Thursday, 19 September 2013

Call my Agent

Last week we talked about working with Promoters and how this changes the relationship between you, the venue, the consumers of your music and the people who come to the event.

This week, we go  the next step and bring in an Agent into the mix and see what happens.

Firstly, lets try and understand what an Agent does.

An Agent is primarily focused with Marketing and then Sales of your Brand (band).
A bad agent will spend all their time on Marketing and none on Sales or all their time on Sales and none on Marketing. Good agents spend an equal amount of time on both.
Agents usually work on commission but some may ask for a retainer (avoid these). A low quality agent may take as low as 10% of your earnings, a really good one may ask for 50% or more.
In general, you get what you pay for. Remember that a low agent fee out of a low income might be lower than a high agent fee out of a high income.

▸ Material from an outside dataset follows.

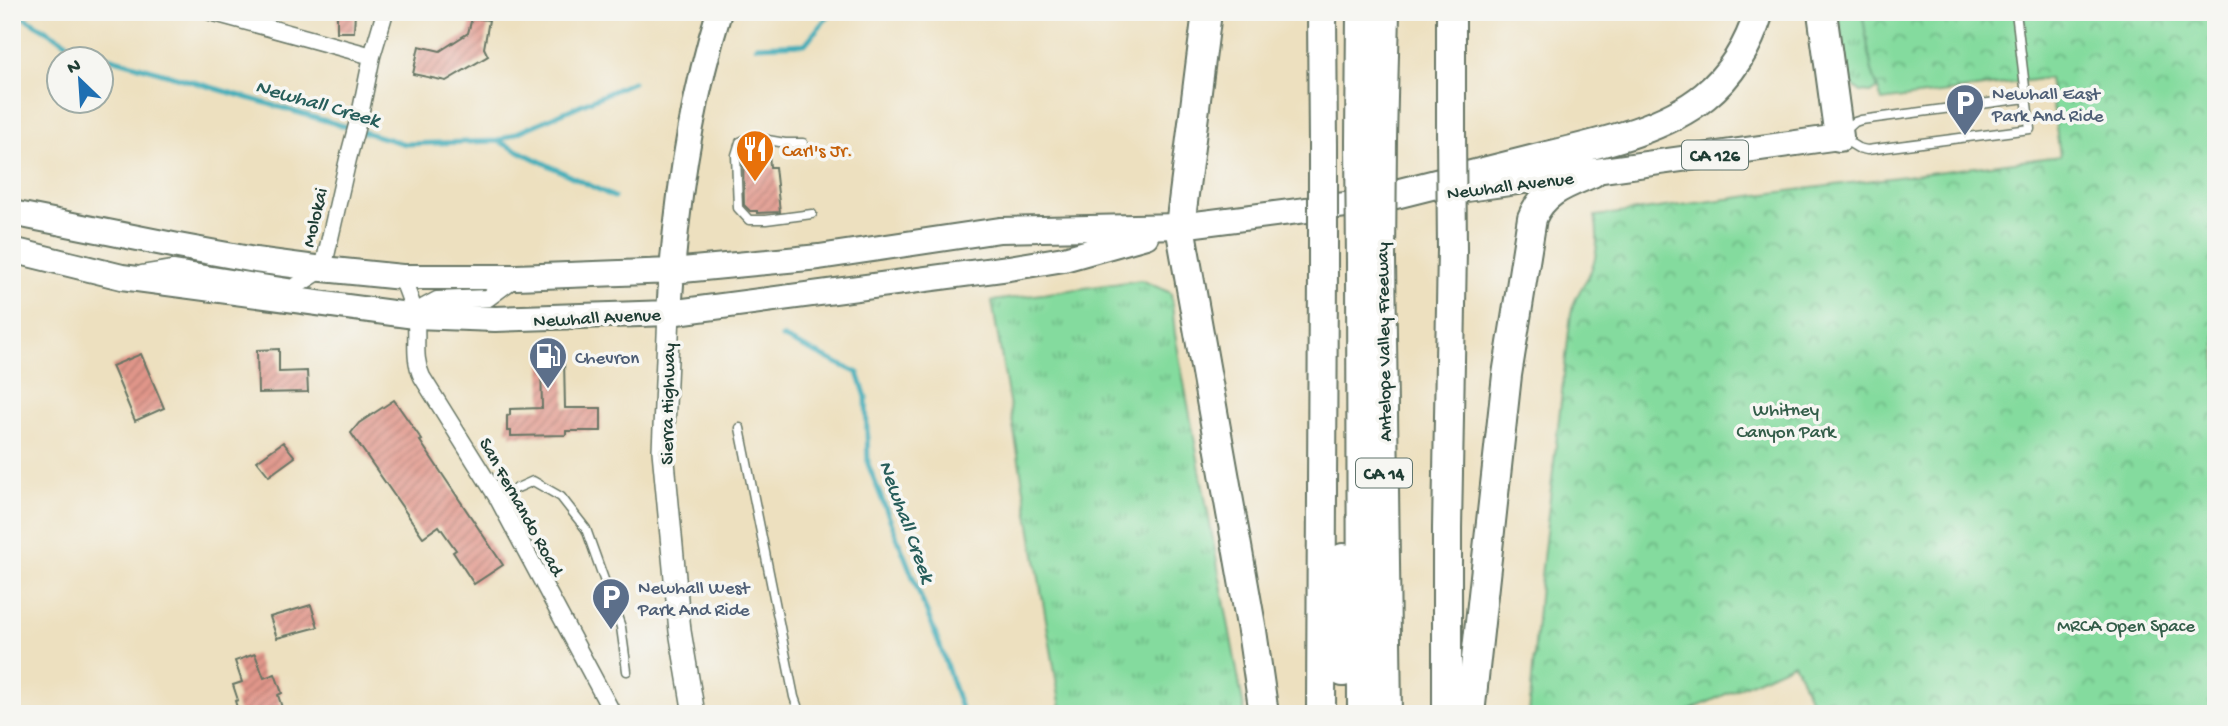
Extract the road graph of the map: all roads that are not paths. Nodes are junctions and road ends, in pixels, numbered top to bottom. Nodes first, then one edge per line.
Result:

Some Agents take a low commission and try and represent lots of bands (as in hundreds), they care less about you and are just trying to sell any band that is on their books. They are more focused on events and finding a band for someone else's event (think wedding bands). These are typically the websites you see that list bands for hire, you just sign up and you are listed straight away. These type of Agents want to list as many bands as possible to maximise the chances that someone will pick any one of their bands for their event.
You would be unwise to sign an exclusive agency deal with an individual Agent that had more than 5 or 10 bands on its books.
At the other end of the scale are the high commission Agents that only have a few bands on their books. These guys are working almost exclusively for you and put in long hard hours to get you as much work as possible. If they don't succeed they don't get paid so in general are worth every penny. These are the only agents that specifically want to find work for you (as opposed to anyone on their books).

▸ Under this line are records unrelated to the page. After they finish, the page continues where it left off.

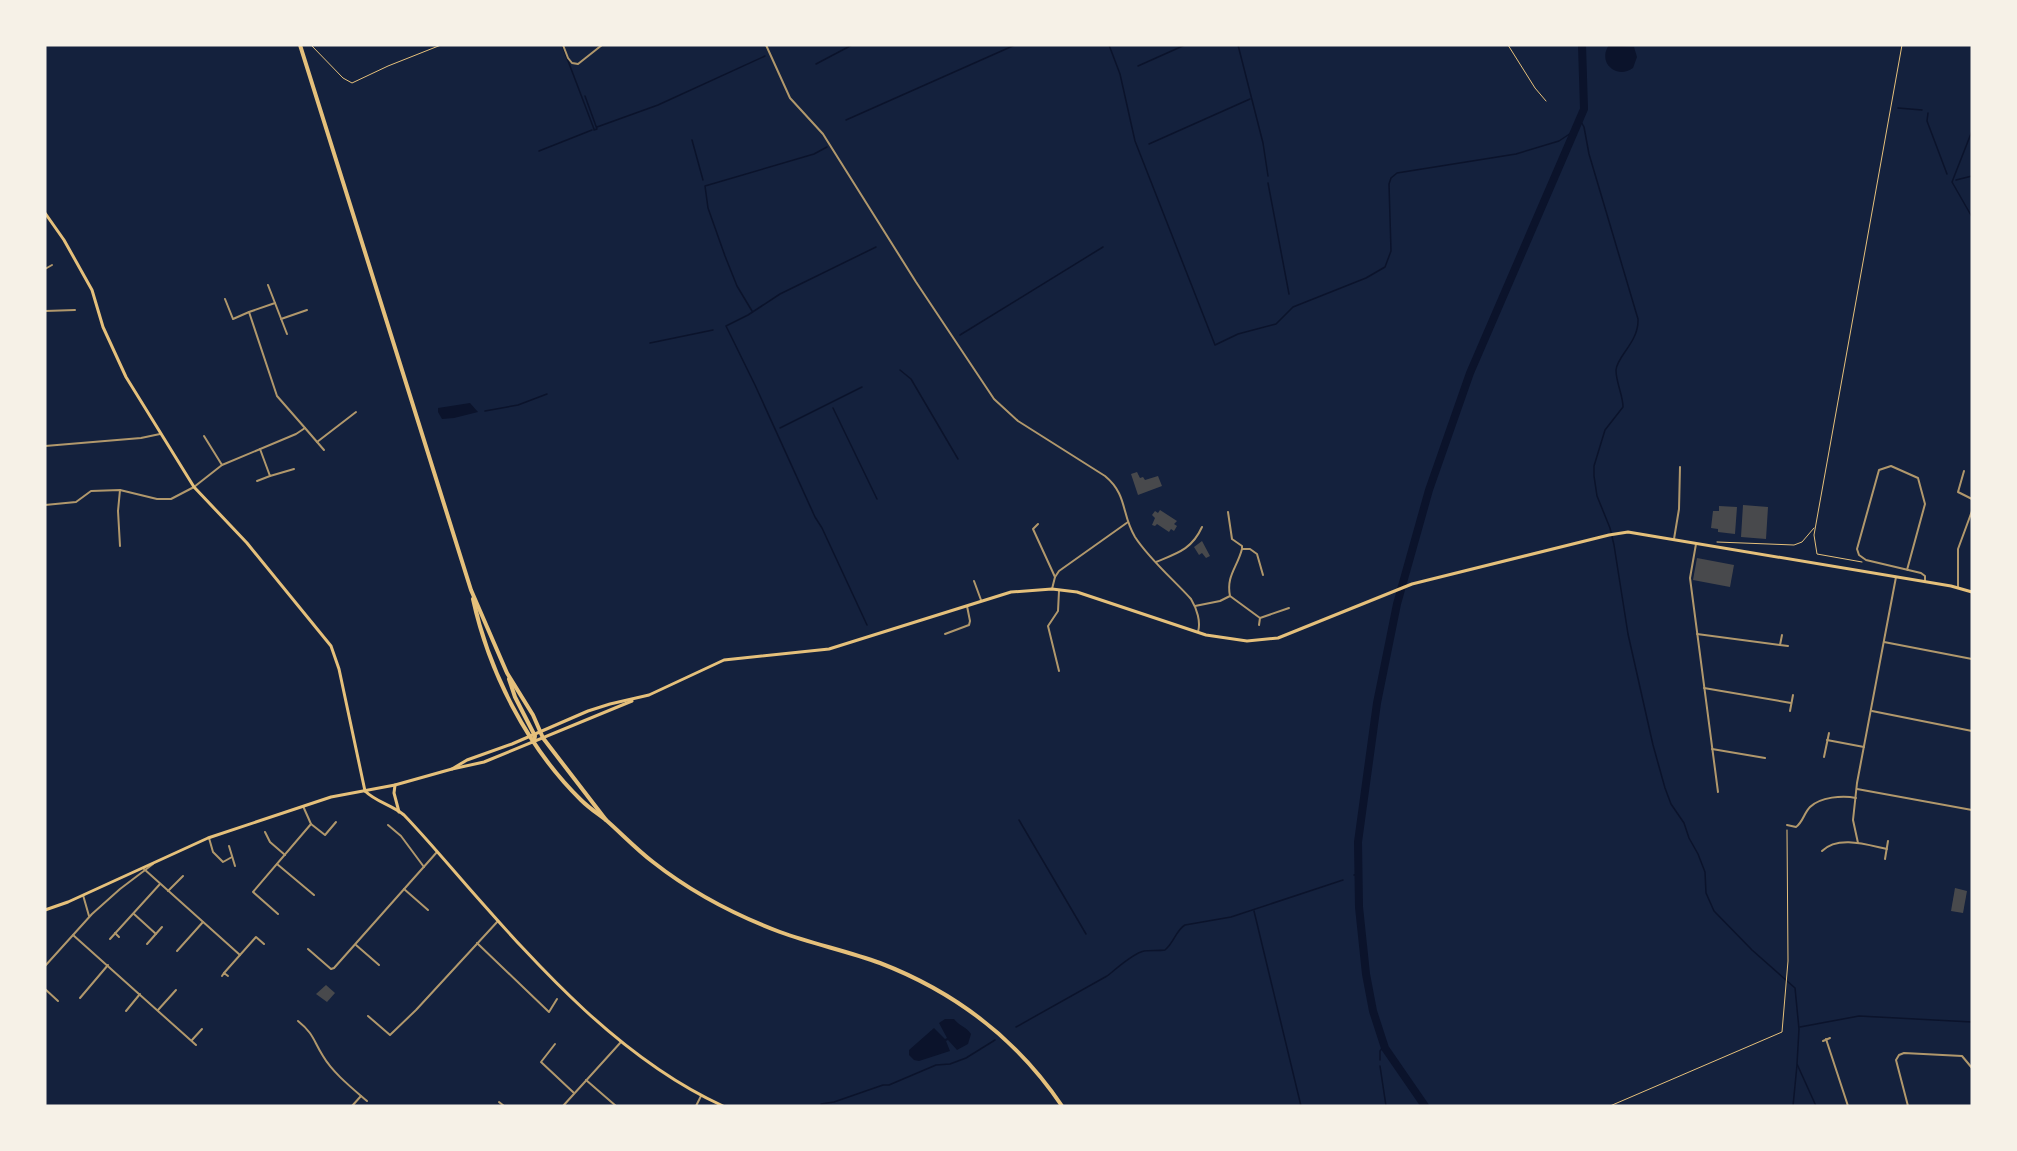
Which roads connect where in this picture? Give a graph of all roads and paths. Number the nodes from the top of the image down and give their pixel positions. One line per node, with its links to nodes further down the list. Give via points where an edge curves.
1 (300, 45): 61 (highway)
2 (311, 45): 3 (path, via 352,83)
3 (441, 45)
4 (564, 45): 5 (street, via 568,58 578,64)
5 (602, 45)
6 (766, 45): 42 (street, via 790,98 823,134 994,399 1018,421 1112,482 1120,492)
7 (1508, 45): 9 (path)
8 (1902, 45): 44 (path)
9 (1546, 101)
10 (45, 213): 24 (main road, via 92,290 103,327 126,377)
11 (52, 265): 12 (street)
12 (45, 269)
13 (268, 285): 15 (street)
14 (225, 299): 19 (street, via 233,319)
15 (275, 303): 19 (street); 20 (street)
16 (75, 310): 18 (street)
17 (307, 310): 20 (street)
18 (45, 311)
19 (249, 312): 23 (street, via 277,396)
20 (281, 319): 21 (street)
21 (287, 334)
22 (356, 412): 26 (street)
23 (305, 428): 26 (street); 28 (street)
24 (160, 434): 27 (street); 36 (main road)
25 (204, 436): 30 (street)
26 (317, 442): 29 (street)
27 (45, 446)
28 (260, 449): 30 (street); 34 (street)
29 (324, 450)
30 (222, 465): 36 (street)
31 (1680, 467): 46 (street)
32 (294, 469): 34 (street)
33 (1964, 471): 38 (street, via 1958,492)
34 (270, 477): 35 (street)
35 (257, 481)
36 (194, 487): 37 (street, via 166,500); 101 (main road, via 247,543 331,646)
37 (120, 490): 39 (street, via 89,492 76,502); 49 (street)
38 (1972, 499)
39 (45, 505)
40 (1228, 512): 50 (street, via 1232,539)
41 (1972, 512): 59 (street, via 1958,549)
42 (1128, 522): 52 (street); 55 (street)
43 (1038, 524): 55 (street, via 1033,529)
44 (1815, 526): 47 (path, via 1808,537 1794,545); 51 (path, via 1817,554)
45 (1202, 527): 52 (street, via 1196,540 1181,552)
46 (1674, 540): 48 (main road); 71 (main road, via 1615,533 1412,584 1278,638 1247,641)
47 (1718, 542)
48 (1696, 544): 56 (main road); 73 (street, via 1690,578)
49 (120, 546)
50 (1242, 549): 54 (street, via 1257,554); 64 (street, via 1228,580)
51 (1866, 560): 53 (street); 53 (street, via 1857,549 1879,470 1891,466 1918,478 1925,504)
52 (1156, 562): 67 (street)
53 (1907, 570): 58 (street, via 1925,576)
54 (1263, 575)
55 (1055, 577): 60 (street)
56 (1896, 577): 58 (main road); 75 (street)
57 (974, 581): 65 (street)
58 (1925, 582): 59 (main road)
59 (1958, 588): 63 (main road)
60 (1052, 589): 62 (main road); 65 (main road, via 1011,592)
61 (471, 590): 80 (highway); 90 (highway, via 493,663)
62 (1059, 590): 71 (main road, via 1077,592); 79 (street, via 1058,611 1048,626)
63 (1972, 592)
64 (1230, 596): 67 (street); 69 (street)
65 (981, 600): 66 (main road)
66 (967, 605): 72 (street, via 969,625); 83 (main road, via 828,649 724,660)
67 (1195, 606): 71 (street)
68 (1289, 608): 69 (street)
69 (1260, 618): 70 (street)
70 (1259, 625)
71 (1198, 632)
72 (945, 634)
73 (1698, 634): 76 (street); 81 (street)
74 (1782, 635): 76 (street)
75 (1884, 642): 78 (street); 86 (street)
76 (1780, 645): 77 (street)
77 (1788, 646)
78 (1972, 659)
79 (1059, 671)
80 (507, 673): 88 (highway); 90 (highway)
81 (1704, 688): 84 (street); 95 (street)
82 (1792, 695): 84 (street)
83 (634, 700): 88 (main road, via 610,704); 91 (main road)
84 (1791, 703): 85 (street)
85 (1790, 711)
86 (1872, 711): 87 (street); 94 (street)
87 (1972, 731)
88 (540, 732): 90 (main road); 91 (highway)
89 (1829, 733): 92 (street)
90 (532, 735): 93 (highway); 98 (main road)
91 (543, 738): 93 (main road); 107 (highway)
92 (1827, 740): 94 (street); 96 (street)
93 (534, 742): 98 (main road, via 484,762); 107 (highway, via 570,789)
94 (1864, 747): 100 (street)
95 (1712, 749): 97 (street); 102 (street)
96 (1824, 757)
97 (1765, 758)
98 (452, 769): 99 (main road)
99 (395, 785): 101 (main road); 106 (main road)
100 (1857, 789): 103 (street); 105 (street)
101 (365, 791): 104 (main road); 106 (main road)
102 (1718, 792)
103 (1856, 798): 111 (street, via 1816,802 1796,827); 116 (street, via 1853,820)
104 (303, 806): 109 (street); 113 (main road)
105 (1972, 810)
106 (399, 812): 121 (main road)
107 (606, 820): 188 (highway, via 653,863 716,902 780,932 879,963 970,1009 1016,1048)
108 (336, 822): 109 (street, via 325,835)
109 (311, 824): 122 (street)
110 (388, 825): 127 (street, via 402,836)
111 (1787, 825): 189 (path, via 1787,984 1782,1032)
112 (265, 832): 117 (street)
113 (208, 838): 123 (street, via 213,852 223,862); 128 (main road)
114 (275, 840): 117 (street)
115 (1888, 841): 119 (street)
116 (1858, 843): 119 (street); 120 (street, via 1833,845)
117 (272, 844): 122 (street)
118 (229, 846): 123 (street)
119 (1887, 849): 124 (street)
120 (1822, 851)
121 (437, 852): 127 (street); 140 (main road)
122 (285, 855): 125 (street)
123 (232, 857): 126 (street)
124 (1886, 859)
125 (277, 864): 134 (street); 138 (street, via 253,892)
126 (235, 866)
127 (424, 867): 131 (street)
128 (144, 869): 130 (street); 133 (main road); 139 (street)
129 (183, 876): 132 (street)
130 (160, 884): 132 (street); 137 (street)
131 (404, 889): 136 (street); 151 (street)
132 (168, 891): 141 (street)
133 (83, 895): 135 (main road); 139 (street)
134 (314, 896)
135 (45, 910)
136 (428, 910)
137 (133, 913): 143 (street); 144 (street)
138 (278, 914)
139 (88, 918): 145 (street)
140 (498, 921): 148 (street); 172 (main road)
141 (203, 922): 153 (street); 154 (street)
142 (162, 927): 144 (street)
143 (115, 933): 146 (street); 147 (street)
144 (156, 934): 149 (street)
145 (73, 935): 155 (street); 157 (street)
146 (119, 937)
147 (110, 939)
148 (477, 943): 163 (street, via 549,1012); 167 (street, via 390,1035)
149 (147, 944)
150 (264, 944): 154 (street, via 256,937)
151 (356, 945): 152 (street, via 331,969); 156 (street)
152 (308, 949)
153 (177, 951)
154 (240, 955): 158 (street, via 223,974)
155 (108, 965): 161 (street); 162 (street)
156 (379, 965)
157 (45, 966)
158 (228, 976)
159 (45, 989): 164 (street)
160 (176, 990): 166 (street)
161 (140, 994): 165 (street); 166 (street)
162 (80, 998)
163 (557, 999)
164 (58, 1001)
165 (126, 1011)
166 (158, 1011): 170 (street)
167 (368, 1016)
168 (298, 1021): 178 (street, via 311,1032 323,1057)
169 (202, 1029): 170 (street)
170 (192, 1040): 173 (street)
171 (1826, 1040): 190 (street)
172 (621, 1042): 176 (street); 179 (main road)
173 (196, 1044)
174 (555, 1044): 177 (street, via 541,1062)
175 (1972, 1068): 191 (street, via 1958,1055 1899,1055 1896,1060)
176 (586, 1080): 177 (street); 185 (street)
177 (574, 1093): 184 (street)
178 (361, 1096): 180 (street); 182 (street)
179 (701, 1096): 186 (street); 187 (main road)
180 (367, 1101)
181 (500, 1102): 183 (street)
182 (352, 1106)
183 (504, 1106)
184 (562, 1106)
185 (616, 1106)
186 (696, 1106)
187 (723, 1106)
188 (1062, 1106)
189 (1610, 1106)
190 (1848, 1106)
191 (1908, 1106)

In the middle we have what I call "The Sharks" and these are the Agents to watch out for. They usually have 10 to 20 bands on their books and they seem to charge a relatively low commission, however, what you don't know is that often they are double dipping.

A classic example of this is as follows:

An Shark goes to an event and offers their services as an "Entertainment Coordinator".
The Shark is contracted and paid by the event to find entertainment.
The Shark then offers up entertainment that just happens to be signed to the Shark for an agency agreement.
The Shark inflates the price of the entertainment by quite a bit.
The Shark then gets quotes for Sound, Lighting, Staging and other production services and slaps a nice big margin on top after screwing down the suppliers.
The event books it all through The Shark who then:
  • Is paid by the event a "Finders fee"
  • Charges the Event X for the bands and tells the bands that they are getting paid Y.
  • Takes a commission off Y as well
  • Makes a profit on the Sound, Lighting and other Production
This happens all the time and seems to be an increasingly common practice in NZ so watch out. It wouldn't be so bad if the Sharks were up front about it. If you are signed to an Agent who you suspect is a Shark, try getting a quote for your band by getting someone else to contact them, then make sure you are sitting down when you see the price.

Now lets take a look at the relationship between your band and an Agent..

Your band is a customer of the Agent.
Your Agents product is your Brand.
Your Agent is a Supplier to you (you are the customer and the customer is always right).
Your Agents consumers are Events and Promoters.
Your Agent Markets your brand in order to try and sell it to its Consumers.

An Agent never does any promotion, that is still up to either you or a Promoter.

Agents can save you a lot of time and a well connected agent can get you some great gigs and opportunities, but watch out. If after signing up with an agent you aren't significantly further ahead after 6 months, you may be signed to a shark.